The problem:
All records must be restated word for word.

Records shown:

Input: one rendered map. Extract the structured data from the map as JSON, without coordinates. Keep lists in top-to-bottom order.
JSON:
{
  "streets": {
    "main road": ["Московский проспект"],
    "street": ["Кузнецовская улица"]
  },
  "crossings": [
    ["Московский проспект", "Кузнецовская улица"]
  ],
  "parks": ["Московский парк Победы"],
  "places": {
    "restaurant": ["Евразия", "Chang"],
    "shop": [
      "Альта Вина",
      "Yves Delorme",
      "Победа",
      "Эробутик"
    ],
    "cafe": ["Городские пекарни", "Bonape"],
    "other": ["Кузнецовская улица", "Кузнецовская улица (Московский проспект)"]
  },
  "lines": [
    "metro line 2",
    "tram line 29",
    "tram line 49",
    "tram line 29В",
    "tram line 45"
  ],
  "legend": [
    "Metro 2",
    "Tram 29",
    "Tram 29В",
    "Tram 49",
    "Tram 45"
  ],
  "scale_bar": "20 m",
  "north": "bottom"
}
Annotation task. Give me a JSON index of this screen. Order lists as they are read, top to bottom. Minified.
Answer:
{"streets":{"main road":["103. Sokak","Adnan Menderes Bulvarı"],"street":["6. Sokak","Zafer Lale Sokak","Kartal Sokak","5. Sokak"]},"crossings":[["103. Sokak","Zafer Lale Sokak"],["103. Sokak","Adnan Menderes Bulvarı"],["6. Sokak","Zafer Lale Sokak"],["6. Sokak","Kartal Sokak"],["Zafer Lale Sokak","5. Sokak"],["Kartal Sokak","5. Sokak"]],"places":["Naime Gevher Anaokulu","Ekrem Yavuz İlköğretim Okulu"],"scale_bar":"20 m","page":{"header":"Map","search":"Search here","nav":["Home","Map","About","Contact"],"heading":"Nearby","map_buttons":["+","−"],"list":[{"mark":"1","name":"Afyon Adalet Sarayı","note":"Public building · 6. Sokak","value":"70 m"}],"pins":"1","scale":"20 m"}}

The answer:
Input: one rendered map. Extract the structured data from the map as JSON, without coordinates. Keep lists in top-to-bottom order.
JSON:
{
  "streets": {
    "main road": ["Московский проспект"],
    "street": ["Кузнецовская улица"]
  },
  "crossings": [
    ["Московский проспект", "Кузнецовская улица"]
  ],
  "parks": ["Московский парк Победы"],
  "places": {
    "restaurant": ["Евразия", "Chang"],
    "shop": [
      "Альта Вина",
      "Yves Delorme",
      "Победа",
      "Эробутик"
    ],
    "cafe": ["Городские пекарни", "Bonape"],
    "other": ["Кузнецовская улица", "Кузнецовская улица (Московский проспект)"]
  },
  "lines": [
    "metro line 2",
    "tram line 29",
    "tram line 49",
    "tram line 29В",
    "tram line 45"
  ],
  "legend": [
    "Metro 2",
    "Tram 29",
    "Tram 29В",
    "Tram 49",
    "Tram 45"
  ],
  "scale_bar": "20 m",
  "north": "bottom"
}
Annotation task. Give me a JSON index of this screen. Order lists as they are read, top to bottom. Minified.
Answer:
{"streets":{"main road":["103. Sokak","Adnan Menderes Bulvarı"],"street":["6. Sokak","Zafer Lale Sokak","Kartal Sokak","5. Sokak"]},"crossings":[["103. Sokak","Zafer Lale Sokak"],["103. Sokak","Adnan Menderes Bulvarı"],["6. Sokak","Zafer Lale Sokak"],["6. Sokak","Kartal Sokak"],["Zafer Lale Sokak","5. Sokak"],["Kartal Sokak","5. Sokak"]],"places":["Naime Gevher Anaokulu","Ekrem Yavuz İlköğretim Okulu"],"scale_bar":"20 m","page":{"header":"Map","search":"Search here","nav":["Home","Map","About","Contact"],"heading":"Nearby","map_buttons":["+","−"],"list":[{"mark":"1","name":"Afyon Adalet Sarayı","note":"Public building · 6. Sokak","value":"70 m"}],"pins":"1","scale":"20 m"}}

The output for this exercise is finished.